The six men who successfully "traveled" to Mars without leaving downtown Moscow appeared healthy and in good spirits as they took the stage Tuesday to share their experience with the public.

The six — three Russians, two Europeans and a Chinese — pulled through a 520-day simulation mission called Mars500, designed to test the psychological viability of such travel.

The scientific data gathered during the project, which wrapped up Friday, is still being analyzed and will not be released before next April, researchers said at a news conference in Moscow.

The "marsonauts" themselves, however, were perfectly ready to appear in public, showing no outward signs of disorientation, fatigue or anxiety — instead smiling and laughing as they described the personal challenges they had overcome with a little help from their friends and teammates.

During their time sealed in four habitat modules and one external "Martian surface" — a total of 550 cubic meters — the men carried out more than 100 experiments designed to monitor their ability to navigate cultural and linguistic difficulties and cope with long-term separation from loved ones, with whom they could communicate only sporadically.

Similar experiments in the past have ended in disaster: A 420-day isolation experiment in 2000 ended in a fistfight and unwanted sexual advances, Reuters reported.

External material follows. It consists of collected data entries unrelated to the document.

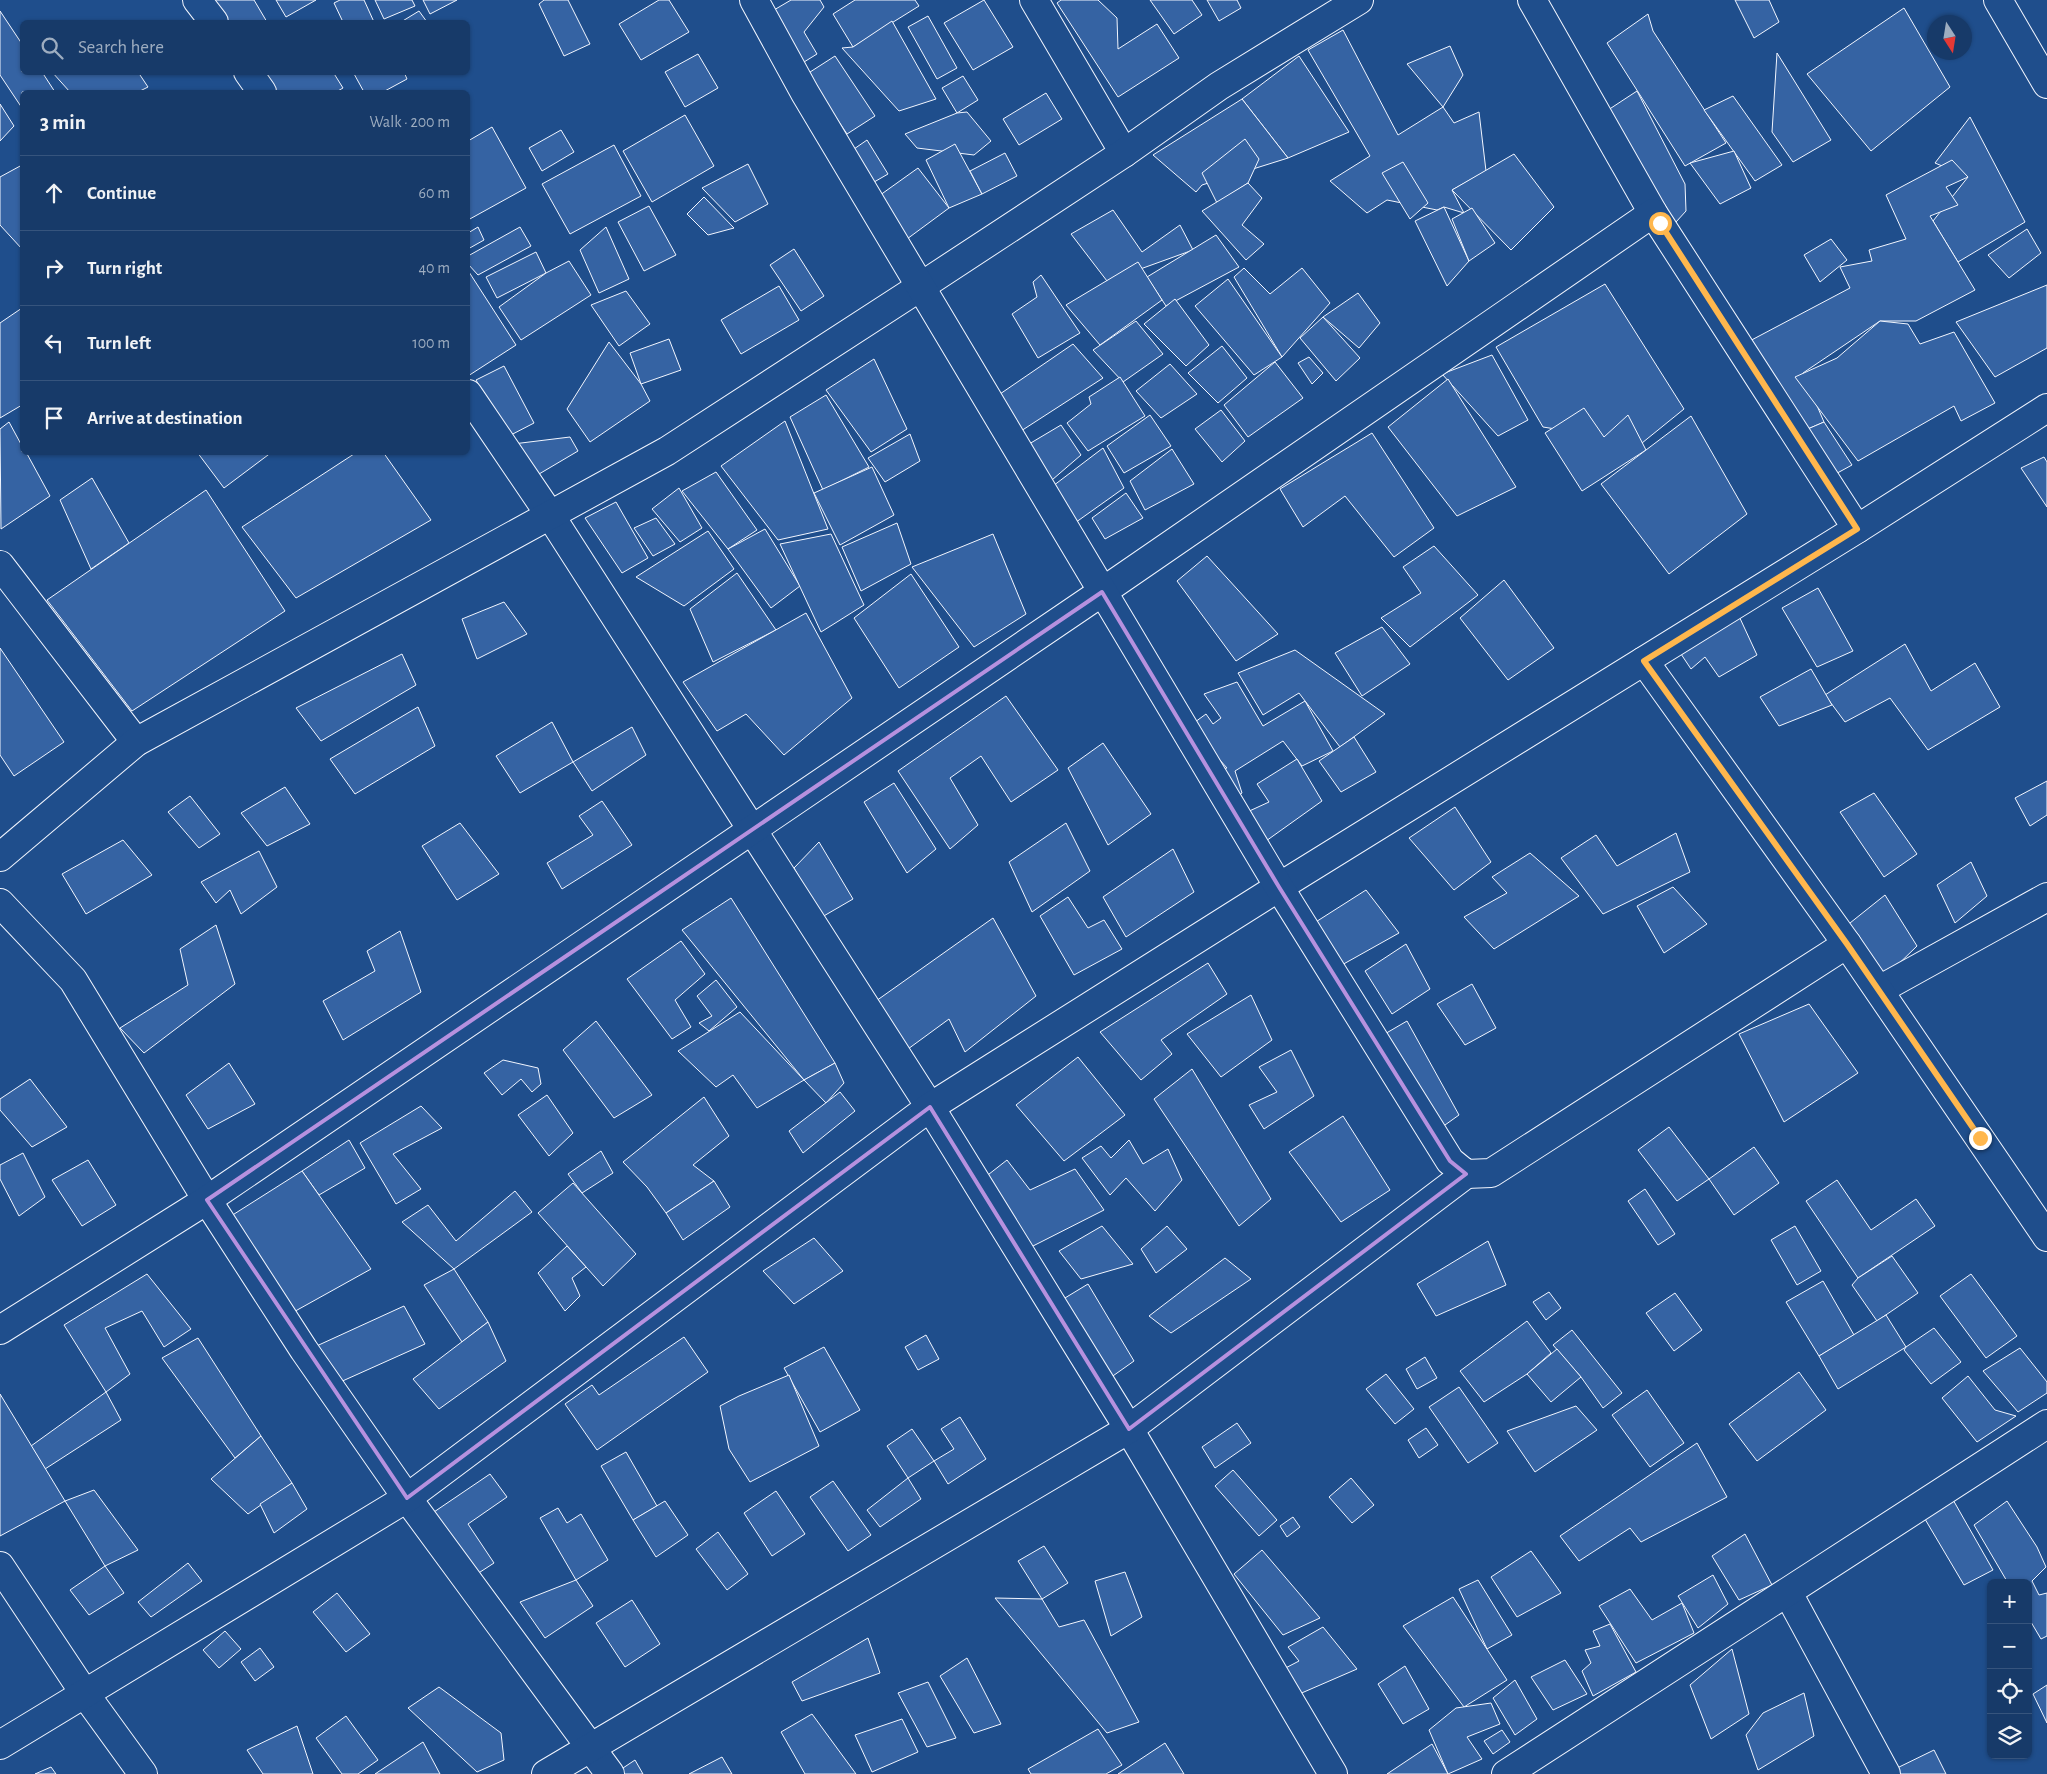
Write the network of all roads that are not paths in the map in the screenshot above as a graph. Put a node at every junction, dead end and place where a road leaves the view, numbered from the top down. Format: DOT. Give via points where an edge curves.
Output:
graph roads {
  1 [pos="197,0"];
  2 [pos="754,0"];
  3 [pos="1034,0"];
  4 [pos="1359,0"];
  5 [pos="1532,0"];
  6 [pos="1998,0"];
  7 [pos="212,20"];
  8 [pos="250,75"];
  9 [pos="2047,84"];
  10 [pos="261,90"];
  11 [pos="1124,153"];
  12 [pos="1653,213"];
  13 [pos="920,287"];
  14 [pos="470,397"];
  15 [pos="2047,408"];
  16 [pos="550,515"];
  17 [pos="1857,529"];
  18 [pos="0,565"];
  19 [pos="1102,592"];
  20 [pos="1644,661"];
  21 [pos="136,742"];
  22 [pos="752,830"];
  23 [pos="0,857"];
  24 [pos="1279,887"];
  25 [pos="2047,897"];
  26 [pos="0,902"];
  27 [pos="1847,944"];
  28 [pos="1879,990"];
  29 [pos="930,1107"];
  30 [pos="1466,1174"];
  31 [pos="206,1200"];
  32 [pos="2047,1238"];
  33 [pos="0,1330"];
  34 [pos="2047,1424"];
  35 [pos="1129,1429"];
  36 [pos="406,1498"];
  37 [pos="0,1566"];
  38 [pos="1788,1593"];
  39 [pos="85,1694"];
  40 [pos="0,1745"];
  41 [pos="592,1748"];
  42 [pos="143,1774"];
  43 [pos="546,1774"];
  44 [pos="610,1774"];
  45 [pos="1333,1774"];
  46 [pos="1506,1774"];
  47 [pos="1886,1774"];
  1 -- 7 [label="street"];
  2 -- 13 [label="street" via="804,93"];
  3 -- 11 [label="street"];
  4 -- 11 [label="street" via="1219,86"];
  5 -- 12 [label="street"];
  6 -- 9 [label="street"];
  8 -- 10 [label="street"];
  11 -- 13 [label="street"];
  12 -- 17 [label="street"];
  12 -- 19 [label="street"];
  13 -- 16 [label="street" via="667,451"];
  13 -- 19 [label="street"];
  14 -- 16 [label="street"];
  15 -- 17 [label="street"];
  16 -- 21 [label="street"];
  16 -- 22 [label="street"];
  17 -- 20 [label="street"];
  18 -- 21 [label="street"];
  19 -- 22 [label="street"];
  19 -- 24 [label="street"];
  20 -- 24 [label="street"];
  20 -- 27 [label="street"];
  21 -- 23 [label="street"];
  22 -- 29 [label="street"];
  22 -- 31 [label="street"];
  24 -- 29 [label="street"];
  24 -- 30 [label="street" via="1450,1161"];
  25 -- 28 [label="street"];
  26 -- 31 [label="street" via="73,980"];
  27 -- 28 [label="street"];
  27 -- 30 [label="street" via="1491,1173"];
  28 -- 32 [label="street"];
  29 -- 35 [label="street"];
  29 -- 36 [label="street"];
  30 -- 35 [label="street"];
  31 -- 33 [label="street"];
  31 -- 36 [label="street"];
  34 -- 38 [label="street"];
  35 -- 41 [label="street"];
  35 -- 45 [label="street"];
  36 -- 39 [label="street"];
  36 -- 41 [label="street"];
  37 -- 39 [label="street"];
  38 -- 46 [label="street"];
  38 -- 47 [label="street"];
  39 -- 40 [label="street"];
  39 -- 42 [label="street"];
  41 -- 43 [label="street"];
  41 -- 44 [label="street"];
}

But if there were any slugfests during Mars500, the participants did not show it, and a photographic slide show created a hunky-dory impression of life in space: Here, the men assemble a cardboard Christmas tree and nativity scene. There, Diego Urbina injects conductive paste into electroencephalograph sensors on Wang Yue's head.

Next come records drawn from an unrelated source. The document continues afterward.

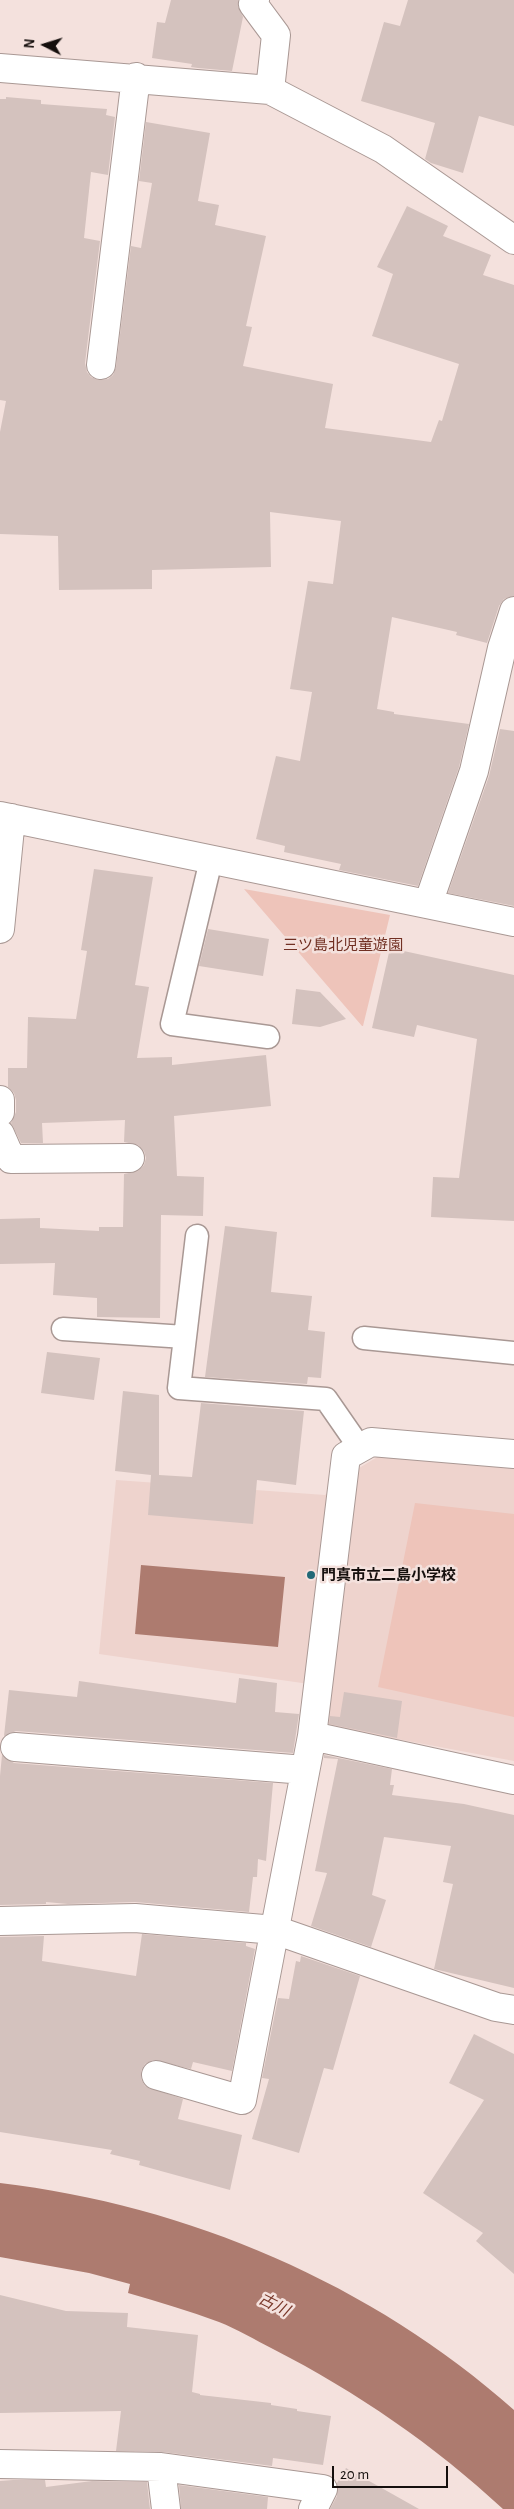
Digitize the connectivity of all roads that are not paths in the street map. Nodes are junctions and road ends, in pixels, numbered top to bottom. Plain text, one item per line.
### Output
1 (255, 0) edge
2 (0, 68) edge
3 (136, 77) junction
4 (270, 90) junction
5 (514, 240) edge
6 (101, 365) dead end
7 (514, 611) edge
8 (6, 817) edge
9 (211, 860) junction
10 (428, 904) junction
11 (514, 922) edge
12 (0, 929) edge
13 (268, 1037) dead end
14 (0, 1100) edge
15 (0, 1112) edge
16 (0, 1134) edge
17 (130, 1158) dead end
18 (197, 1236) dead end
19 (63, 1329) dead end
20 (185, 1336) junction
21 (364, 1338) dead end
22 (514, 1353) edge
23 (360, 1448) junction
24 (514, 1454) edge
25 (312, 1736) junction
26 (15, 1748) dead end
27 (305, 1770) junction
28 (514, 1780) edge
29 (0, 1921) edge
30 (275, 1930) junction
31 (514, 2010) edge
32 (156, 2076) dead end
33 (0, 2464) edge
34 (161, 2466) junction
35 (166, 2509) edge
36 (314, 2509) edge

1 - 4 street
2 - 3 street
3 - 4 street
3 - 6 street
4 - 5 street
7 - 10 street
8 - 9 street
8 - 12 street
9 - 10 street
9 - 13 lane
10 - 11 street
14 - 15 street
16 - 17 street
18 - 20 lane
19 - 20 lane
20 - 23 lane
21 - 22 lane
23 - 24 street
23 - 25 street
25 - 27 street
25 - 28 street
26 - 27 street
27 - 30 street
29 - 30 street
30 - 31 street
30 - 32 street
33 - 34 street
34 - 35 street
34 - 36 street

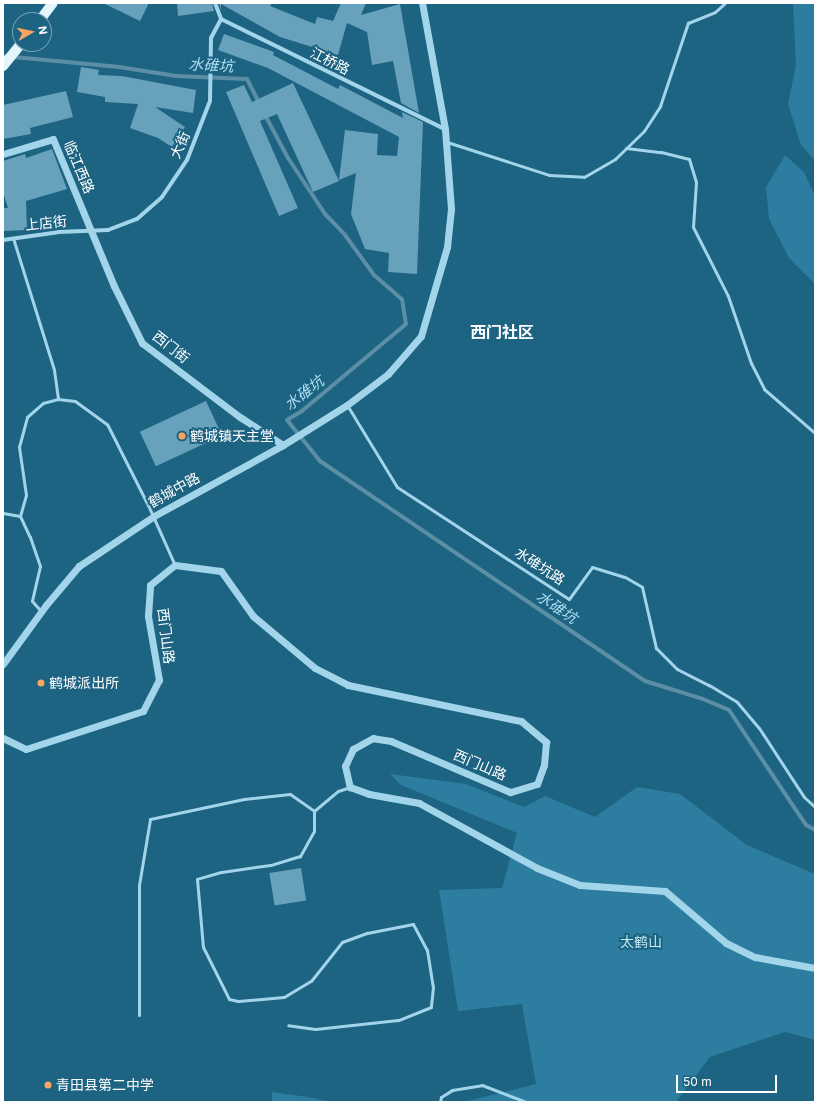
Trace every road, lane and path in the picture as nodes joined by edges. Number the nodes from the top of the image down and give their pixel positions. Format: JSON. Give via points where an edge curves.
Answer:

"The permanent topic of conversation was food. I couldn't eat it!" Wang told The Moscow Times. He said cultural differences were real, but stressed that these differences never led to conflict.

Participant Alexander Smoleyevsky told The Moscow Times that a busy schedule — between eight and 16 hours of experiments and exercises a day — helped distract participants from their sexual urges.

"Those who have flown with women say it's easier without them … there's no romantic entanglements," he said.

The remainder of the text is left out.